Her desire to protest, to have her own way, suddenly seemed silly and maybe even dangerous, so she let it dissipate.
And when it was gone, she looked at Ty Halliday, standing in the window, his coat drawn around him, his handsome face remote, and she was not sure she had ever seen anyone so alone.
At any time of year, that probably would have struck her as poignant.
But at Christmas?
What did it mean that he had never put up a Christmas tree, not even when he was a child? That seemed unbearably sad to her, and intensified that sense she had of him being terribly and absolutely alone in the world.
What if she used these altered circumstances to make the best of it? What if she made the best of it by giving him an unexpected gift? What if she overcame her own hurt, the unfairness of her own life, and gave this stranger a gift?
A humble gift. A decorated tree.
Wasn’t that really what Christmas was all about? When she had left the safety of her old world behind her this morning, she hadn’t been running away from something, as he had guessed.
No, she hoped she was running toward something. Hadn’t she hoped she was moving toward something she had lost? Some truth about who she really was? Or maybe about who she wanted to be? About the kind of life she wanted to give her baby?
She did not want to be so wrapped up in her own grievances she could not be moved by the absolute aloneness of another human being.
She took a deep breath.
“Okay,” she said, “I guess I could stay. Just for the night.”
He turned and looked at her, one eyebrow lifted, as if amused she thought she had a choice.
“In the morning,” he said with the annoying and quiet confidence of a man who was accustomed to being deferred to, “I’ll see that you get where you’re going.”
I’ll look after you.
Maybe it was the fury of the storm that made that seem attractive. Or maybe, Amy thought, she had an inherent weakness in her character that made her want to be looked after!
“I can clearly see it makes sense to avoid going out in the storm tonight, but no thank you to your offer to show me the way in the morning. I am quite capable of looking after myself.”
The wind gusted so strongly that it rattled the glass of the window, hurled snow against it. Nature, in its unpredictable wrath, was reminding her that some things were going to be out of her control.
But not, she reminded herself, how she handled those things. And so she would be a better person and finish decorating this tree, her gift to a stranger, before she left here tomorrow and never looked back. It would not matter to her if he didn’t show appreciation.
Somewhere in his heart he would feel the warmth of the tree and the gesture, and be moved by it.

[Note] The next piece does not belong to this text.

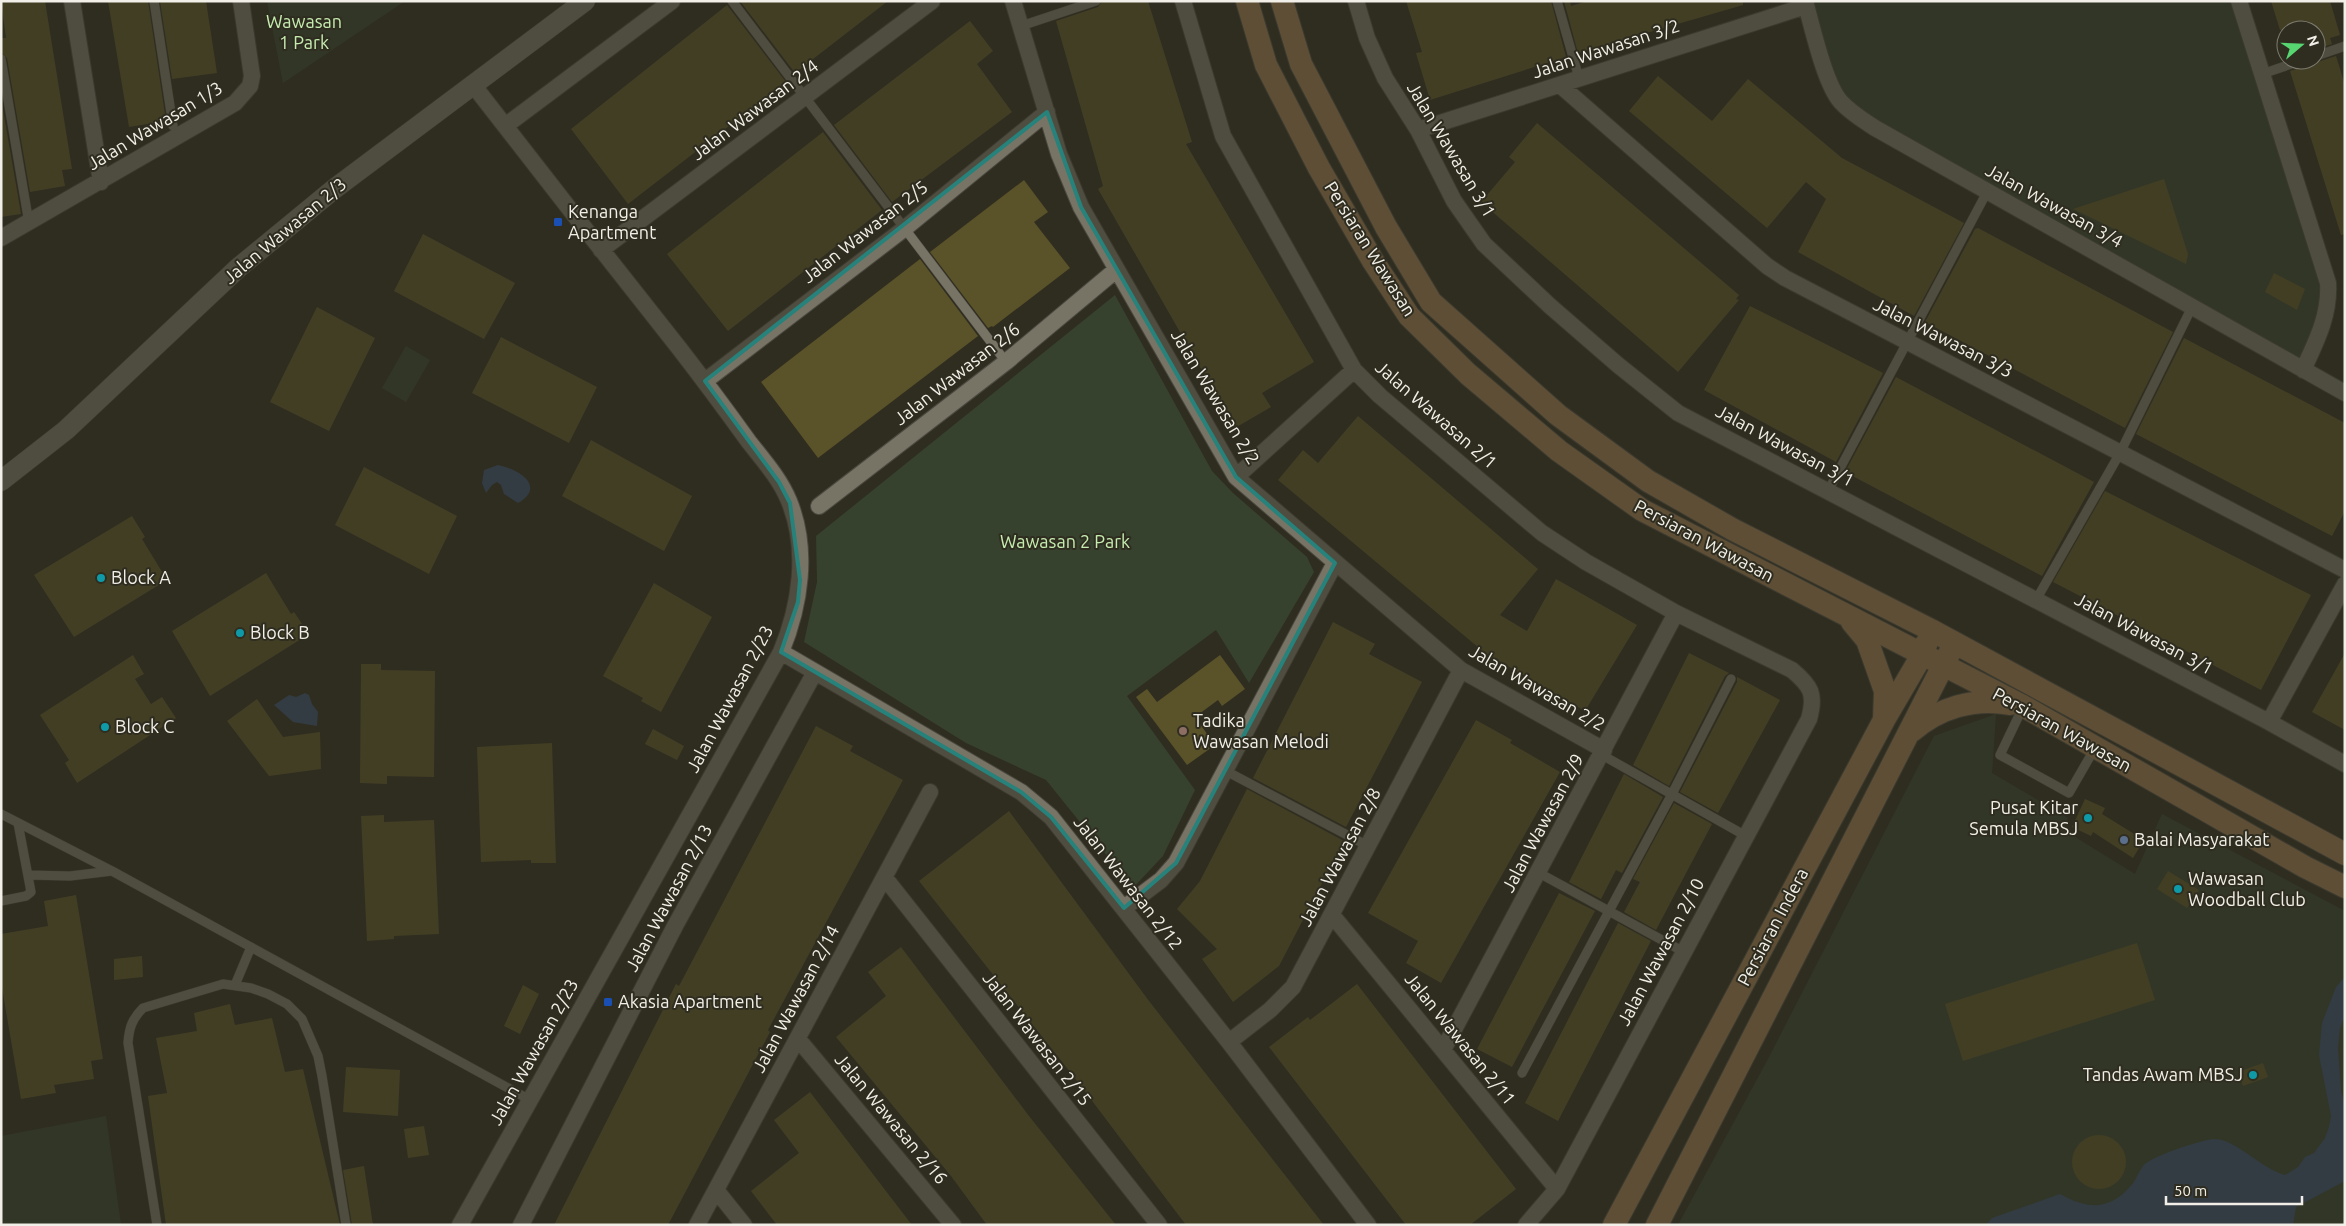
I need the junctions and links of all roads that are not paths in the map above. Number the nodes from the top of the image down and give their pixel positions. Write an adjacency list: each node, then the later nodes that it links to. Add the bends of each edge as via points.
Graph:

She slid him another glance, and saw the man was dead on his feet. And that he was soaked from the top of his dripping cowboy hat to his wet socks. He hadn’t driven up in a vehicle.
“You were out in that,” she said, and was ashamed by how thoroughly she had made it all about her.
He glanced at her and seemed to find her concern amusing. “That’s my world,” he said with a touch of wryness. “Besides, it wasn’t that bad then.”
“You’re starving,” she guessed. “And frozen.”
He said nothing, a man accustomed to discomfort, to pitting his strength against whatever the world brought him, and expecting to win. Ty Halliday was obviously a man entirely used to looking after himself.
So, since she was stuck here anyway, she would make the best of it, and this would become part of her gift to him.
“I’ve got a chicken potpie in the oven. I’ll make a salad while you go shower. Everything should be ready in twenty minutes.”
Her take-charge tone of voice was probably spoiled somewhat by the fire she felt creep up her cheeks after she mentioned the shower.
The very thought of him in the shower, steam rising off a body that she could tell was hard-muscled and powerful, made something hot and sweet and wildly uncomfortable unfold inside of her.
He regarded her for a moment too long. She suspected he wanted to refuse even this tiniest offer to enter his world. But then he sniffed the air like a hungry wolf and surrendered to the fact she was already in his world. He turned away.